Everett waited half a moment before he replied. He read in the face of the Herr Doktor craftiness and greed, and he knew he must use tact if he would spare Gerson Brandt the pang of parting with his precious book.

“The Bible is not what I want,” he said. “Some smaller book will do as well for me.”

Adolph Schneider was too shrewd to be easily put off.

“We have found that there is no writing for sale in Zanah. Of all our books there is none that we can part with except the Bible. Zanah is loath to part with that, but the colony hath need of money.”

Again Everett said that he did not wish to make the purchase.

Adolph Schneider was not to be balked. “I will send to the school-master for the book,” he said, “and thou shalt examine it at thy leisure. I will have it taken to the inn.”

Everett walked away towards one of the large vineyards, which was situated on a sunny slope of a hill just beyond the village. Here men and women were silently picking the early grapes. Elders and village mothers kept strict watch of the younger members of the colony.
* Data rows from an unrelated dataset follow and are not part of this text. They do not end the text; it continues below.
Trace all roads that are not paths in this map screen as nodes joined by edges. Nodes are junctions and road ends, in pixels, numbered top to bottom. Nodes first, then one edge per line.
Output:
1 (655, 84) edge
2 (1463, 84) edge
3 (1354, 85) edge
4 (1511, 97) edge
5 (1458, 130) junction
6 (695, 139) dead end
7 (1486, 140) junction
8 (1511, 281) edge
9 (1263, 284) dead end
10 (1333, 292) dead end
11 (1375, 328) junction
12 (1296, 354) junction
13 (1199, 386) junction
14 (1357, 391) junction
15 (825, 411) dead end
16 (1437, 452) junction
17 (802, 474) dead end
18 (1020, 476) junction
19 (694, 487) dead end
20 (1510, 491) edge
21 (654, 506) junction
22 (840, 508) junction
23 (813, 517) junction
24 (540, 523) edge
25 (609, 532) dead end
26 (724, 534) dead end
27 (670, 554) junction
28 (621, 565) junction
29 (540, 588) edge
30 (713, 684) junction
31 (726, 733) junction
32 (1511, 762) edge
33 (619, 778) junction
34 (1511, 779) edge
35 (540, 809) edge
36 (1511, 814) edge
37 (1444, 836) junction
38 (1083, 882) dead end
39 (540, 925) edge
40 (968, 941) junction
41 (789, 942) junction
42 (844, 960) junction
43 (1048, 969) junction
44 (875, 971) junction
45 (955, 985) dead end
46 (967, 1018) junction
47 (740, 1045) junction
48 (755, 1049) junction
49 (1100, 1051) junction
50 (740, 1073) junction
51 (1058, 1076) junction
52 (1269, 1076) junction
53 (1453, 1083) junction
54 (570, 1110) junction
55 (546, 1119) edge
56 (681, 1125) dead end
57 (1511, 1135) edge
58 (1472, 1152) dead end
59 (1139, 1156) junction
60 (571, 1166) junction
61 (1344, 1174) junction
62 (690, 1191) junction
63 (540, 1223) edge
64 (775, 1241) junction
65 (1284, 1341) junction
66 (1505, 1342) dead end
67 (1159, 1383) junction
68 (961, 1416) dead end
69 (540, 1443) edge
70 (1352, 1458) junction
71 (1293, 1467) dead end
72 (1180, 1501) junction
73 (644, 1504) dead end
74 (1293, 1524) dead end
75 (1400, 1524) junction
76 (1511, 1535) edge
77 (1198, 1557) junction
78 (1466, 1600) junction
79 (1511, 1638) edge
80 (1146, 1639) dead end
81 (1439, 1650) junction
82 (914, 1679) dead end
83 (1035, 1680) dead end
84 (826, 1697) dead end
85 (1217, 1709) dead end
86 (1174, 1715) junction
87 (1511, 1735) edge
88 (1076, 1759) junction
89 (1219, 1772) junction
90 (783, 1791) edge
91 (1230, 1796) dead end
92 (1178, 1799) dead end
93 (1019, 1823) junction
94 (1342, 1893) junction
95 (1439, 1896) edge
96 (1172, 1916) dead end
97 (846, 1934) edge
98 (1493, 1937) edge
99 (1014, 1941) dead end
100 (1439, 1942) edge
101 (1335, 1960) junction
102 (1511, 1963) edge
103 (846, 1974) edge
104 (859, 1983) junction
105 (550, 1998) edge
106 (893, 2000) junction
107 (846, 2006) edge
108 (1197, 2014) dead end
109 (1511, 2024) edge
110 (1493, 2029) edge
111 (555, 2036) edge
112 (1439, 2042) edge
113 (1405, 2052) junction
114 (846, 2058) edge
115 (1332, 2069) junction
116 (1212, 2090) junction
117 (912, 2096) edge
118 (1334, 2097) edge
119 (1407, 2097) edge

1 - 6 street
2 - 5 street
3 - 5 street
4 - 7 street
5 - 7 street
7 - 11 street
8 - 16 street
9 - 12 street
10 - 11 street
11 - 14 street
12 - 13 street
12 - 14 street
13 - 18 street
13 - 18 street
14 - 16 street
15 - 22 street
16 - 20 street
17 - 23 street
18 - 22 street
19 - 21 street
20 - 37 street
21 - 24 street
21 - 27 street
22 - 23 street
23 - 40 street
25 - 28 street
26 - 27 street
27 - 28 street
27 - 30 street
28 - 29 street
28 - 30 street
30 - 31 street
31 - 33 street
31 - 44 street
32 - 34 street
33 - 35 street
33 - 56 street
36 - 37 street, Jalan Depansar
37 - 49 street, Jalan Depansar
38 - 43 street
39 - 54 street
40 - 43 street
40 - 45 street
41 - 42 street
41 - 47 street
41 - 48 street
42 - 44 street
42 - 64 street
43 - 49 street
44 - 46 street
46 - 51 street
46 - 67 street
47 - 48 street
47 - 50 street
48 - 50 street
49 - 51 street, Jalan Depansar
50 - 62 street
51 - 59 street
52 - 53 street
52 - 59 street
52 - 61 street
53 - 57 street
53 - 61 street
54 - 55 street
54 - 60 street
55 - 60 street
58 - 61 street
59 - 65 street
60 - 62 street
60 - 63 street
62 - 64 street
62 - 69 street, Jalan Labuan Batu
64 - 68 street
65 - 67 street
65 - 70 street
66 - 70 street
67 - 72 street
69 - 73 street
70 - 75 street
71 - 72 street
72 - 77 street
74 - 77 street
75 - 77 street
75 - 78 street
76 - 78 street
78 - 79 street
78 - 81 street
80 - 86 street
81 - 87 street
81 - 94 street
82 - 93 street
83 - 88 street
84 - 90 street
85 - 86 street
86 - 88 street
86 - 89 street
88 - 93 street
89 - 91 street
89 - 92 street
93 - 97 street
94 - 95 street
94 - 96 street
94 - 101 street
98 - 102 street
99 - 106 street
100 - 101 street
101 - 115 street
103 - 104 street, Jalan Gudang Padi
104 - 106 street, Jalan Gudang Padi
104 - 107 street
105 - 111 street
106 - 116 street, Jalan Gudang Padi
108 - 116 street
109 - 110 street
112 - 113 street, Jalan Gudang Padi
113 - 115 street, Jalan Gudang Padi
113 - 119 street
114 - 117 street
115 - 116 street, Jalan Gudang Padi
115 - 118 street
No one appeared to take any notice of the stranger, and he went over to a place where a pile of stones offered him a seat. It was a glorious summer day with a premature promise of the autumn in its golden haziness. Along the edges of the fences stalks of golden-rod here and there stood out among the tall grasses. The fields stretched away in patches of brown and green and yellow. He felt sure that there was no more tranquil spot in all the earth. As the quiet colonists worked among the vines, Everett asked himself if they were really reconciled to the barrenness of their lives. The world, with its delights, its pains, its passions, was barred out, but he wondered whether the men and women found it possible to close their hearts to all human emotion. With heads bowed low the women kept their faithful hands busy, each doing the work allotted to her. Apparently the chagrins of coquetry, the pangs of aspiration, the restlessness of unfulfilled ambition did not touch them; yet, now and then, he caught the girls casting sly glances at the youths who labored near them.
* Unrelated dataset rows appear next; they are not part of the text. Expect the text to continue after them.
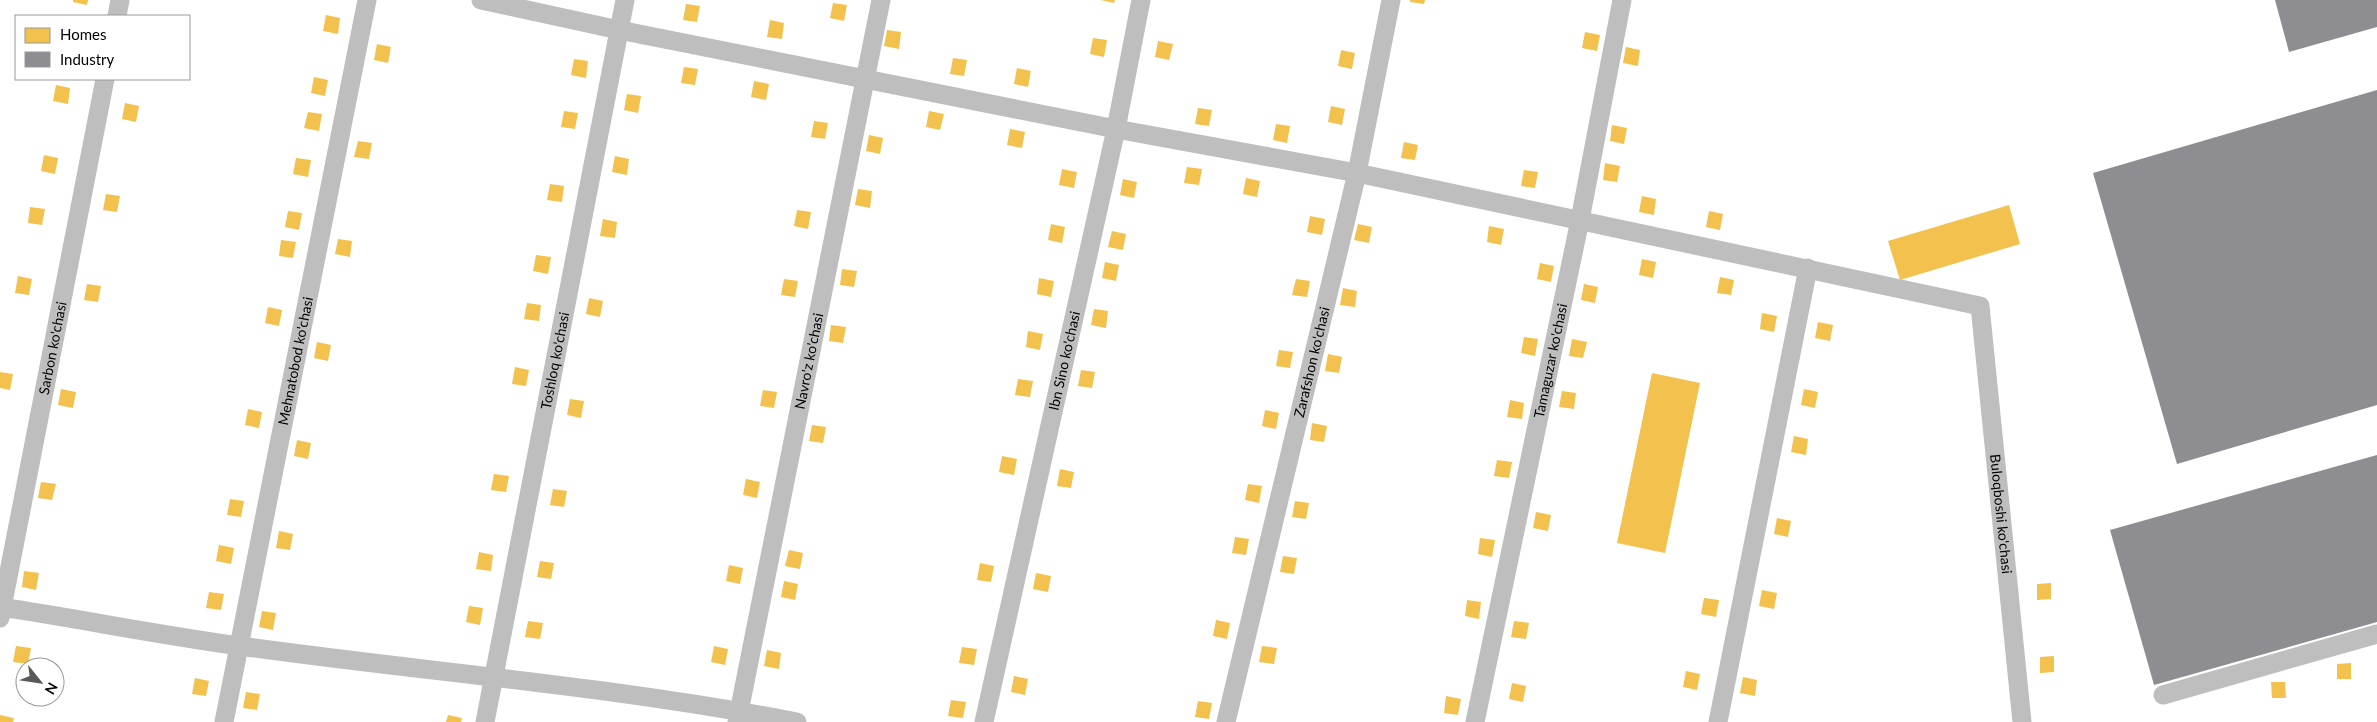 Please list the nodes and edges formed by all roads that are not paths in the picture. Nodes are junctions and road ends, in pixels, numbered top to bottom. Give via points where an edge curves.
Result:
1 (120, 0) edge
2 (368, 0) edge
3 (481, 0) edge
4 (625, 0) edge
5 (881, 0) edge
6 (1141, 0) edge
7 (1391, 0) edge
8 (1622, 0) edge
9 (117, 15) edge
10 (619, 30) junction
11 (866, 79) junction
12 (105, 80) edge
13 (1116, 129) junction
14 (1357, 173) junction
15 (1580, 220) junction
16 (1808, 268) junction
17 (1, 611) edge
18 (2377, 634) edge
19 (239, 646) junction
20 (494, 676) junction
21 (2163, 695) dead end
22 (738, 716) edge
23 (224, 722) edge
24 (485, 722) edge
25 (797, 722) edge
26 (984, 722) edge
27 (1226, 722) edge
28 (1475, 722) edge
29 (1718, 722) edge
30 (2022, 722) edge

1 - 9 street
2 - 19 street, Mehnatobod ko'chasi
3 - 10 street
4 - 10 street, Toshloq ko'chasi
5 - 11 street, Navro'z ko'chasi
6 - 13 street, Ibn Sino ko'chasi
7 - 14 street, Zarafshon ko'chasi
8 - 15 street, Tamaguzar ko'chasi
10 - 11 street
10 - 20 street, Toshloq ko'chasi
11 - 13 street
11 - 22 street, Navro'z ko'chasi
12 - 17 street, Sarbon ko'chasi
13 - 14 street
13 - 26 street, Ibn Sino ko'chasi
14 - 15 street
14 - 27 street, Zarafshon ko'chasi
15 - 16 street
15 - 28 street, Tamaguzar ko'chasi
16 - 29 street
16 - 30 street, Buloqboshi ko'chasi via 1980,306
17 - 19 street
18 - 21 street
19 - 20 street
19 - 23 street, Mehnatobod ko'chasi
20 - 22 street
20 - 24 street, Toshloq ko'chasi
22 - 25 street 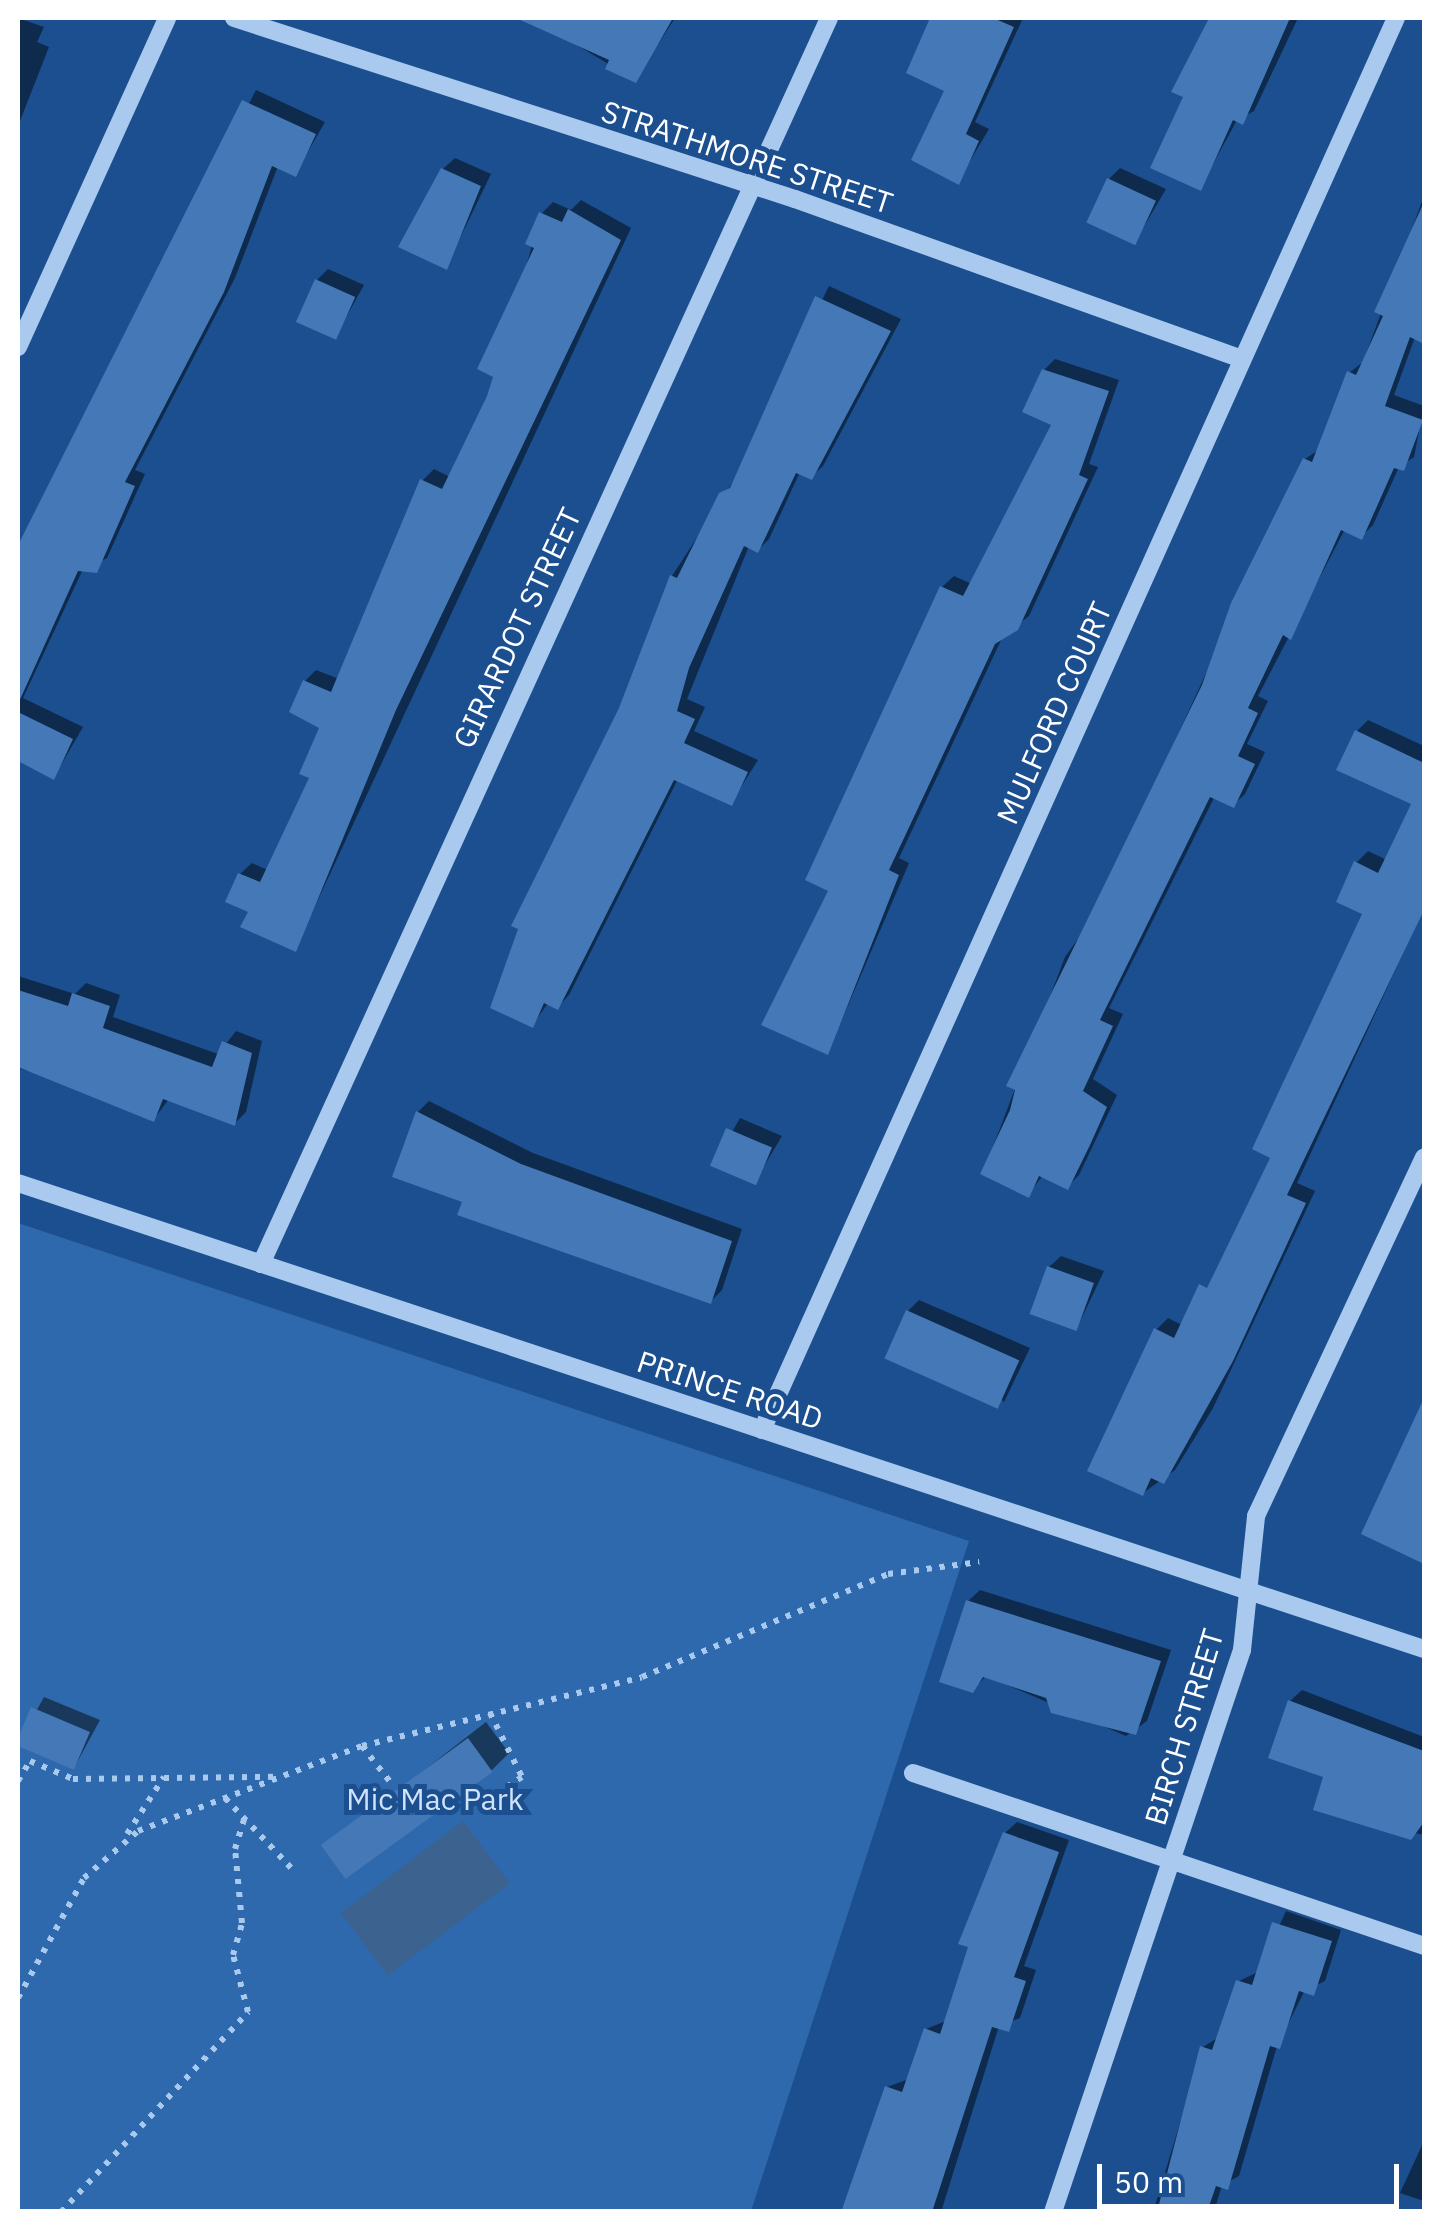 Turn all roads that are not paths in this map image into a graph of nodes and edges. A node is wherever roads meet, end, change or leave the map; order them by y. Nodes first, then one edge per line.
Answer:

When the afternoon had advanced until the long shadows began to fall upon the fields, Mother Werther appeared, carrying two steaming tin pails fastened to a bar that she balanced deftly. Her appearance was the signal for every one to stop work. She put the pails down in an open space, and, smiling kindly on men and maids alike, said:

“Every man and woman here will be glad of a cup of coffee, I am sure, and this to-day is stronger than any I have boiled for many a week. It is from the Herr Doktor’s own bag.”

There was a merry twinkle in her eye, and Everett was sure he saw her wink at one of the village “mothers” who leaned against a near post that supported a well-stripped vine.